There are no parameters for the solvent I want to use. If you're running a proton spectrum, set up for 1H / CDCl3, double the spectral width, run a quick spectrum, and put the two cursors around the spectrum. Then do a movesw and acquire the final spectrum. If you're running a carbon spectrum, set up for 13C / CDCl3, increase the spectral width by 20 percent, and run as normal. If your solvent has carbon nuclei which show up quickly, reference the solvent and check that the observed spectral range is correct.
If you are running a phosphorus spectrum, set up for 31P / CDCl3, increase the spectral width by 20 percent, and run as normal. Then supply an NMR tube containing the solvent to the NMR staff so that they can set up H3PO4 referencing parameters for you.

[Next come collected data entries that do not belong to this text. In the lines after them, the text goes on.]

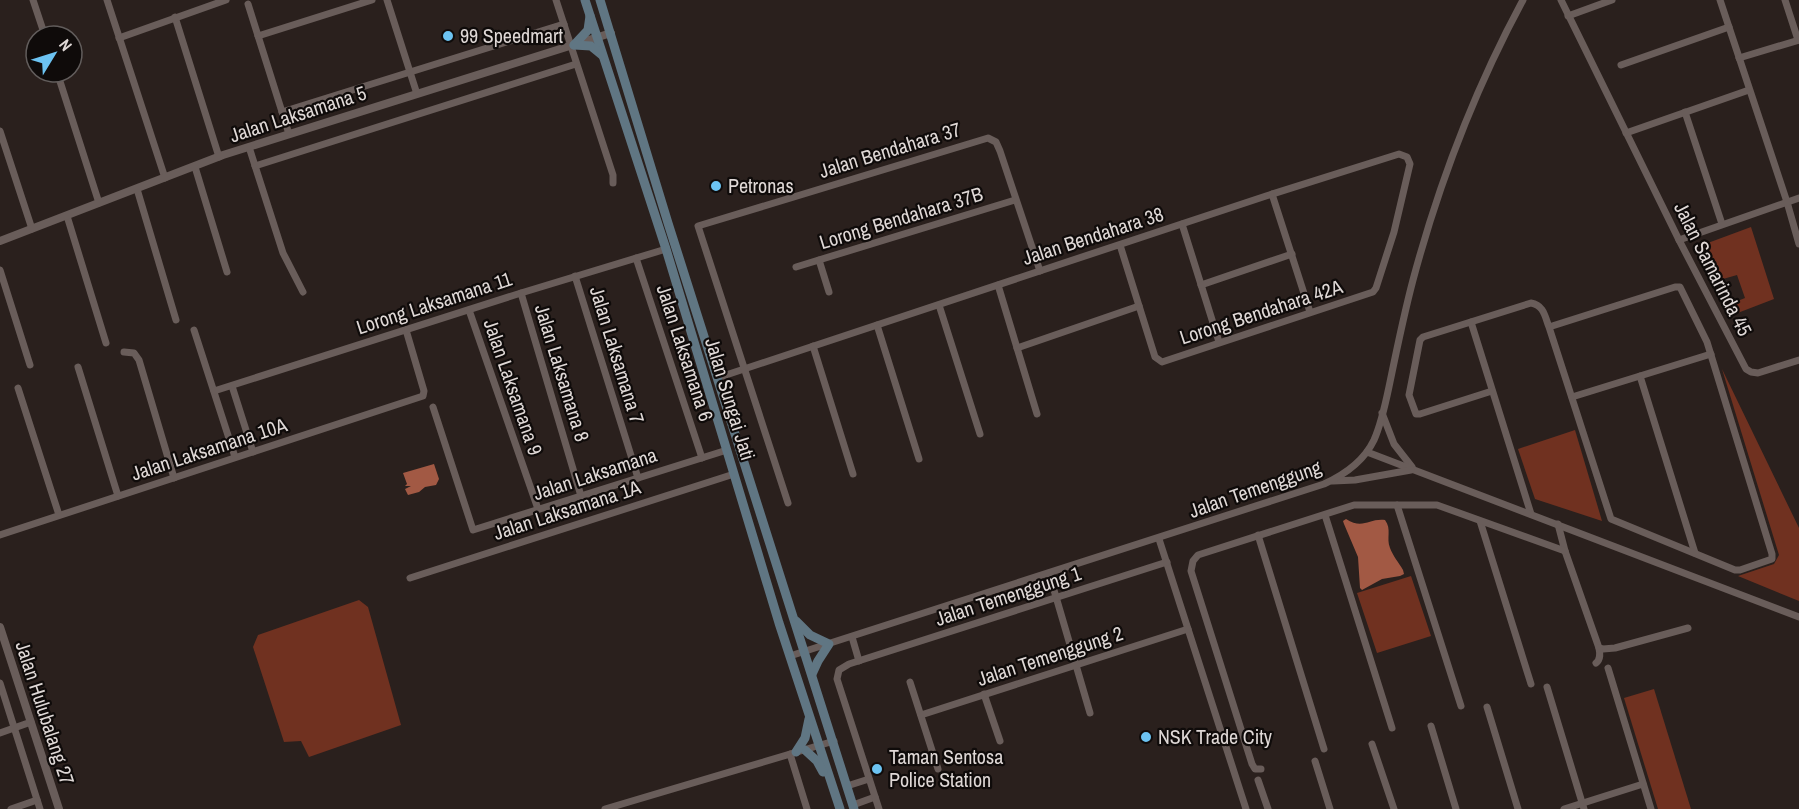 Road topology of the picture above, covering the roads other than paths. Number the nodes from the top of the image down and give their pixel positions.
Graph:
1 (33, 0) edge
2 (107, 0) edge
3 (226, 0) edge
4 (372, 0) edge
5 (387, 0) edge
6 (556, 0) edge
7 (585, 0) edge
8 (600, 0) edge
9 (1523, 0) edge
10 (1561, 0) edge
11 (1612, 0) edge
12 (1720, 0) edge
13 (1785, 0) edge
14 (248, 4) dead end
15 (590, 14) junction
16 (1568, 16) junction
17 (175, 17) junction
18 (41, 24) edge
19 (564, 24) junction
20 (1729, 27) junction
21 (610, 33) junction
22 (258, 36) junction
23 (119, 38) junction
24 (597, 38) junction
25 (1798, 40) edge
26 (573, 45) junction
27 (604, 57) junction
28 (1739, 58) junction
29 (576, 63) junction
30 (1621, 65) dead end
31 (410, 72) junction
32 (61, 84) edge
33 (1749, 90) junction
34 (417, 94) junction
35 (282, 112) junction
36 (1685, 112) junction
37 (0, 131) edge
38 (1626, 133) junction
39 (289, 134) junction
40 (249, 147) junction
41 (219, 157) junction
42 (255, 166) junction
43 (195, 167) junction
44 (165, 178) junction
45 (613, 183) dead end
46 (137, 189) junction
47 (1272, 194) junction
48 (1799, 198) edge
49 (1015, 200) junction
50 (1787, 202) junction
51 (99, 203) junction
52 (67, 216) junction
53 (1182, 224) junction
54 (1722, 224) junction
55 (32, 229) junction
56 (1679, 240) junction
57 (0, 241) edge
58 (1799, 244) edge
59 (1120, 245) junction
60 (666, 249) junction
61 (1292, 254) junction
62 (636, 258) junction
63 (819, 260) junction
64 (796, 267) dead end
65 (0, 270) edge
66 (1040, 271) junction
67 (227, 272) dead end
68 (575, 276) junction
69 (998, 285) junction
70 (1201, 285) junction
71 (303, 292) dead end
72 (829, 292) dead end
73 (1373, 292) joint
74 (521, 293) junction
75 (939, 304) junction
76 (1139, 306) junction
77 (469, 310) junction
78 (1310, 312) junction
79 (176, 320) dead end
80 (1471, 322) junction
81 (877, 325) junction
82 (1549, 327) junction
83 (194, 330) dead end
84 (406, 330) junction
85 (1220, 342) junction
86 (106, 343) dead end
87 (813, 346) junction
88 (1017, 348) junction
89 (124, 352) dead end
90 (1711, 354) junction
91 (1799, 360) edge
92 (30, 365) dead end
93 (78, 367) dead end
94 (745, 369) junction
95 (1640, 376) junction
96 (717, 378) junction
97 (232, 386) junction
98 (18, 388) dead end
99 (214, 391) junction
100 (1492, 391) junction
101 (1572, 397) junction
102 (433, 407) dead end
103 (1382, 413) junction
104 (1037, 414) dead end
105 (980, 434) dead end
106 (727, 450) junction
107 (253, 452) junction
108 (1367, 452) junction
109 (236, 457) junction
110 (702, 458) junction
111 (919, 459) dead end
112 (1414, 469) junction
113 (734, 474) junction
114 (853, 474) dead end
115 (174, 478) junction
116 (638, 478) junction
117 (1331, 481) junction
118 (118, 496) junction
119 (581, 496) junction
120 (789, 503) dead end
121 (1397, 505) junction
122 (538, 509) junction
123 (1531, 514) junction
124 (1325, 515) junction
125 (58, 516) junction
126 (1480, 521) junction
127 (1558, 525) junction
128 (0, 535) edge
129 (1258, 536) junction
130 (1159, 538) junction
131 (1565, 550) junction
132 (1695, 553) junction
133 (1167, 562) junction
134 (1049, 573) junction
135 (410, 578) dead end
136 (1056, 597) junction
137 (1799, 617) edge
138 (794, 619) junction
139 (0, 627) edge
140 (1688, 628) dead end
141 (1188, 629) junction
142 (852, 637) junction
143 (830, 644) junction
144 (1599, 648) junction
145 (805, 651) junction
146 (790, 656) junction
147 (858, 656) junction
148 (1596, 663) dead end
149 (1076, 665) junction
150 (1608, 668) dead end
151 (812, 674) junction
152 (910, 682) dead end
153 (0, 683) edge
154 (1531, 684) dead end
155 (1547, 687) dead end
156 (984, 694) junction
157 (1461, 706) dead end
158 (1487, 707) dead end
159 (1090, 713) dead end
160 (921, 715) junction
161 (809, 717) junction
162 (31, 722) junction
163 (1431, 726) dead end
164 (14, 728) junction
165 (1392, 728) dead end
166 (0, 733) edge
167 (834, 741) junction
168 (1000, 741) dead end
169 (1372, 744) dead end
170 (818, 746) junction
171 (1324, 749) dead end
172 (797, 752) junction
173 (1315, 761) dead end
174 (938, 769) dead end
175 (1261, 770) dead end
176 (869, 779) junction
177 (1258, 780) dead end
178 (1643, 784) junction
179 (847, 786) junction
180 (833, 790) junction
181 (875, 797) junction
182 (37, 800) junction
183 (1583, 806) edge
184 (854, 807) edge
185 (11, 809) edge
186 (40, 809) edge
187 (59, 809) edge
188 (605, 809) edge
189 (807, 809) edge
190 (840, 809) edge
191 (879, 809) edge
192 (1246, 809) edge
193 (1268, 809) edge
194 (1330, 809) edge
195 (1394, 809) edge
196 (1456, 809) edge
197 (1518, 809) edge
198 (1564, 809) edge
199 (1651, 809) edge

1 - 18 street
2 - 23 street
3 - 17 street
4 - 22 street
5 - 31 street
6 - 19 street
7 - 15 main road, Jalan Sungai Jati
8 - 21 main road, Jalan Sungai Jati
9 - 103 street, Jalan Temenggung
10 - 16 street, Jalan Samarinda 45
11 - 16 street
12 - 20 street
13 - 25 street
14 - 22 street
15 - 24 main road, Jalan Sungai Jati
15 - 26 main road
16 - 38 street, Jalan Samarinda 45
17 - 23 street
17 - 41 street
19 - 26 street
19 - 31 street
20 - 28 street
20 - 30 street
21 - 24 street, Jalan Laksamana 5
21 - 96 main road, Jalan Sungai Jati
22 - 35 street
23 - 44 street
24 - 26 street, Jalan Laksamana 5
24 - 27 main road, Jalan Sungai Jati
25 - 28 street
26 - 27 main road
26 - 29 street
26 - 34 street, Jalan Laksamana 5
27 - 60 main road, Jalan Sungai Jati
28 - 33 street
29 - 42 street, Jalan Laksamana 5
29 - 45 street
31 - 34 street
31 - 35 street
32 - 51 street
33 - 36 street
33 - 50 street
34 - 39 street, Jalan Laksamana 5
35 - 39 street
36 - 38 street
36 - 54 street
37 - 55 street
38 - 56 street, Jalan Samarinda 45
39 - 40 street, Jalan Laksamana 5
40 - 41 street, Jalan Laksamana 5
40 - 42 street
41 - 43 street, Jalan Laksamana 5
42 - 71 street
43 - 44 street, Jalan Laksamana 5
43 - 67 street
44 - 46 street, Jalan Laksamana 5
46 - 51 street, Jalan Laksamana 5
46 - 79 street
47 - 53 street, Jalan Bendahara 38
47 - 61 street
47 - 73 street, Jalan Bendahara 38
48 - 50 street
49 - 63 street, Lorong Bendahara 37B
49 - 66 street
49 - 94 street, Jalan Bendahara 37
50 - 54 street
50 - 58 street
51 - 52 street, Jalan Laksamana 5
52 - 55 street, Jalan Laksamana 5
52 - 86 street
53 - 59 street, Jalan Bendahara 38
53 - 70 street
54 - 56 street
55 - 57 street, Jalan Laksamana 5
56 - 91 street, Jalan Samarinda 45
59 - 66 street, Jalan Bendahara 38
59 - 76 street
60 - 62 street, Lorong Laksamana 11
60 - 106 main road, Jalan Sungai Jati
61 - 70 street
61 - 78 street
62 - 68 street, Lorong Laksamana 11
62 - 110 street, Jalan Laksamana 6
63 - 64 street, Lorong Bendahara 37B
63 - 72 street
65 - 92 street
66 - 69 street, Jalan Bendahara 38
68 - 74 street, Lorong Laksamana 11
68 - 116 street, Jalan Laksamana 7
69 - 75 street, Jalan Bendahara 38
69 - 88 street
70 - 85 street
73 - 78 street, Lorong Bendahara 42A
74 - 77 street, Lorong Laksamana 11
74 - 119 street, Jalan Laksamana 8
75 - 81 street, Jalan Bendahara 38
75 - 105 street
76 - 85 street, Lorong Bendahara 42A
76 - 88 street
77 - 84 street, Lorong Laksamana 11
77 - 122 street, Jalan Laksamana 9
78 - 85 street, Lorong Bendahara 42A
80 - 82 street
80 - 100 street
80 - 100 street
81 - 87 street, Jalan Bendahara 38
81 - 111 street
82 - 90 street
82 - 101 street
83 - 99 street
84 - 97 street, Lorong Laksamana 11
84 - 107 street, Jalan Laksamana 10A
87 - 94 street, Jalan Bendahara 38
87 - 114 street
88 - 104 street
89 - 115 street
90 - 95 street
90 - 132 street
93 - 118 street
94 - 96 street, Jalan Bendahara 38
94 - 120 street
95 - 101 street
95 - 132 street
96 - 138 main road, Jalan Sungai Jati
97 - 99 street, Lorong Laksamana 11
97 - 107 street
98 - 125 street
99 - 109 street
100 - 123 street
101 - 132 street
102 - 122 street, Jalan Laksamana
103 - 108 street, Jalan Temenggung
103 - 112 street
106 - 110 street, Jalan Laksamana
106 - 113 main road, Jalan Sungai Jati
107 - 109 street, Jalan Laksamana 10A
108 - 112 street
108 - 117 street, Jalan Temenggung
109 - 115 street, Jalan Laksamana 10A
110 - 116 street, Jalan Laksamana
112 - 117 street
112 - 123 street
113 - 135 street, Jalan Laksamana 1A
113 - 146 main road, Jalan Sungai Jati
115 - 118 street, Jalan Laksamana 10A
116 - 119 street, Jalan Laksamana
117 - 130 street, Jalan Temenggung
118 - 125 street, Jalan Laksamana 10A
119 - 122 street, Jalan Laksamana
121 - 124 street
121 - 126 street
121 - 157 street
123 - 127 street
124 - 129 street
124 - 165 street
125 - 128 street, Jalan Laksamana 10A
126 - 131 street
126 - 154 street
127 - 131 street
127 - 137 street
129 - 171 street
129 - 175 street
130 - 133 street
130 - 134 street, Jalan Temenggung
131 - 144 street
133 - 136 street, Jalan Temenggung 1
133 - 141 street
134 - 136 street
134 - 142 street, Jalan Temenggung
136 - 147 street, Jalan Temenggung 1
136 - 149 street
138 - 143 main road
138 - 145 main road, Jalan Sungai Jati
139 - 162 street, Jalan Hulubalang 27
140 - 144 street
141 - 149 street, Jalan Temenggung 2
141 - 192 street
142 - 143 street, Jalan Temenggung
142 - 147 street
143 - 145 street, Jalan Temenggung
143 - 151 main road
144 - 148 street
145 - 146 street, Jalan Temenggung
145 - 151 main road, Jalan Sungai Jati
146 - 161 main road, Jalan Sungai Jati
147 - 176 street, Jalan Temenggung 1
149 - 156 street, Jalan Temenggung 2
149 - 159 street
150 - 178 street
151 - 167 main road, Jalan Sungai Jati
152 - 160 street
153 - 164 street
155 - 183 street
156 - 160 street, Jalan Temenggung 2
156 - 168 street
158 - 197 street
160 - 174 street
161 - 170 main road, Jalan Sungai Jati
161 - 172 main road
162 - 164 street
162 - 187 street, Jalan Hulubalang 27
163 - 196 street
164 - 166 street
164 - 182 street
167 - 170 street
167 - 179 main road, Jalan Sungai Jati
169 - 195 street
170 - 172 street
170 - 180 main road, Jalan Sungai Jati
172 - 180 main road
172 - 188 street
172 - 189 street
173 - 194 street
176 - 179 street
176 - 181 street, Jalan Temenggung 1
177 - 193 street
178 - 183 street
178 - 199 street
179 - 184 main road, Jalan Sungai Jati
180 - 190 main road, Jalan Sungai Jati
181 - 184 street
181 - 191 street, Jalan Temenggung 1
182 - 185 street
182 - 186 street
183 - 198 street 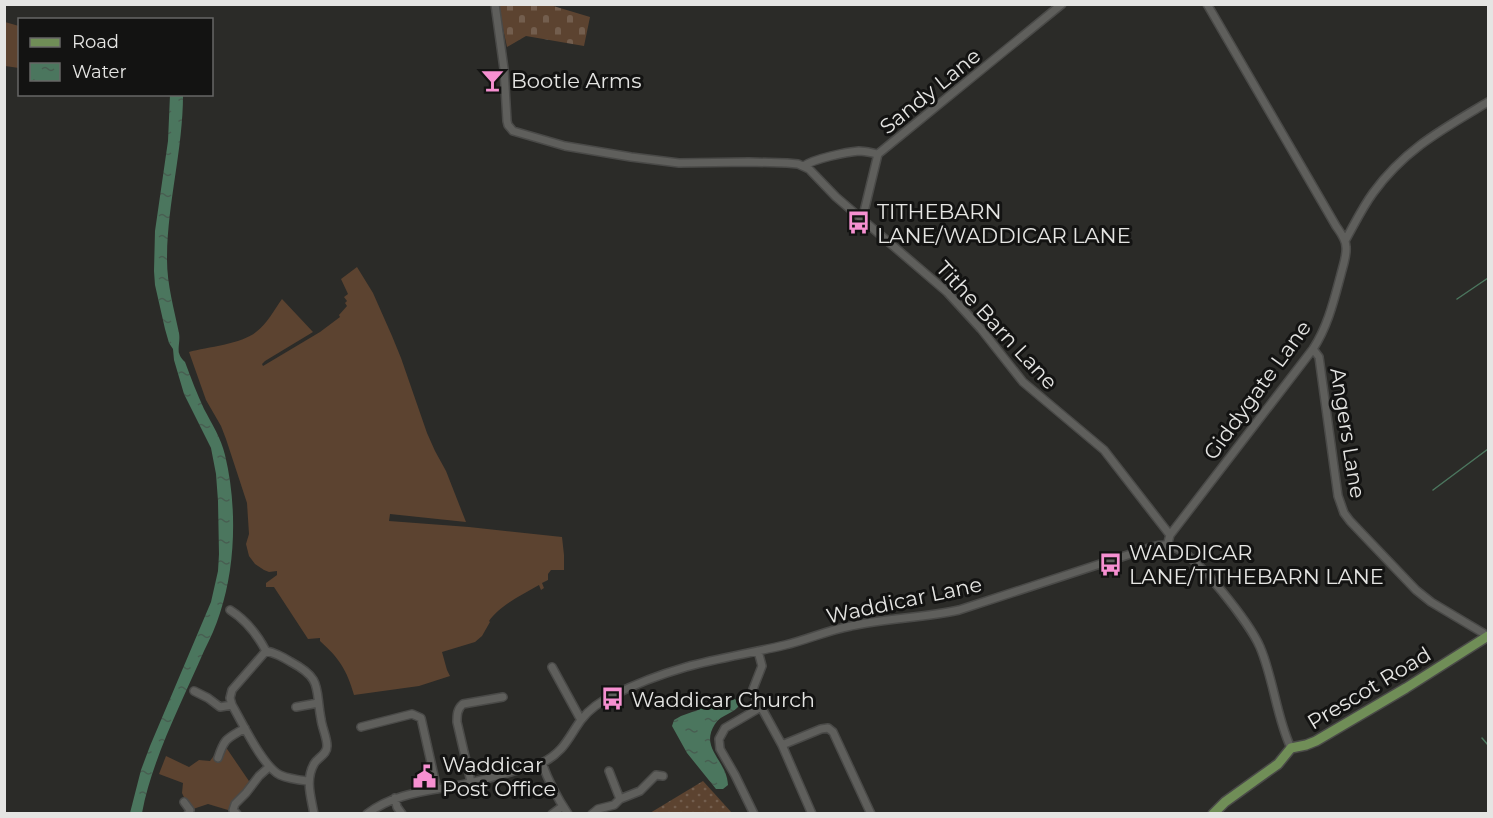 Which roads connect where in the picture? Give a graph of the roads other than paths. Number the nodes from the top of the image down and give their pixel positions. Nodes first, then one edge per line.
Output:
1 (495, 4) edge
2 (1062, 4) edge
3 (1207, 4) edge
4 (1488, 102) edge
5 (878, 154) junction
6 (804, 166) junction
7 (862, 220) junction
8 (1345, 241) junction
9 (1313, 349) junction
10 (1170, 535) junction
11 (1167, 546) junction
12 (230, 610) dead end
13 (1488, 637) edge
14 (266, 651) junction
15 (758, 651) junction
16 (552, 667) dead end
17 (325, 685) dead end
18 (316, 686) junction
19 (194, 692) dead end
20 (503, 697) dead end
21 (318, 703) junction
22 (232, 705) junction
23 (296, 707) dead end
24 (761, 707) junction
25 (581, 720) junction
26 (361, 727) dead end
27 (245, 728) junction
28 (782, 744) junction
29 (1291, 748) junction
30 (218, 758) dead end
31 (542, 763) junction
32 (269, 767) junction
33 (609, 771) dead end
34 (663, 776) dead end
35 (308, 781) junction
36 (471, 783) junction
37 (436, 789) junction
38 (395, 798) junction
39 (620, 799) junction
40 (184, 802) dead end
41 (563, 806) junction
42 (191, 810) edge
43 (237, 813) edge
44 (314, 813) edge
45 (367, 813) edge
46 (402, 813) edge
47 (552, 813) edge
48 (568, 813) edge
49 (592, 813) edge
50 (754, 813) edge
51 (812, 813) edge
52 (871, 813) edge
53 (1213, 813) edge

How can I suppress a strong solvent resonance in a proton spectrum? If the solvent signal is less than two or three times the size of the largest signal from your compound, it may not be worth bothering. On the Gemini, the usual method is to presaturate the solvent signal using the decoupler (instructions for doing this are in the folders near the spectrometer). Although it is simple, this method has the disadvantage that NH or OH protons that are exchanging with water also have their signals reduced or eliminated. Another method is the 1:1 binomial pulse sequence. The signals on one side of the solvent resonance are of opposite phase to the other side when this method is used. On the Inova spectrometers, the method of choice if a pulsed field gradient probe is in use, is watergate solvent suppression. Simply set the observe transmitter on the solvent position, type wgate and acquire a spectrum. The watergate sequence set up by the wgate macro uses hard pulses and therefore does not require pulse phases etc. to be optimised. The other watergate technique available uses shaped pulses. Simply type autowatergate, and wait while it automatically optimises the parameters and runs a final spectrum. Watergate is only available on the Inovas because it uses pulsed field gradients. If chemical exchange is very rapid, watergate may not be suitable, in which case a binomial pulse sequence is the best choice.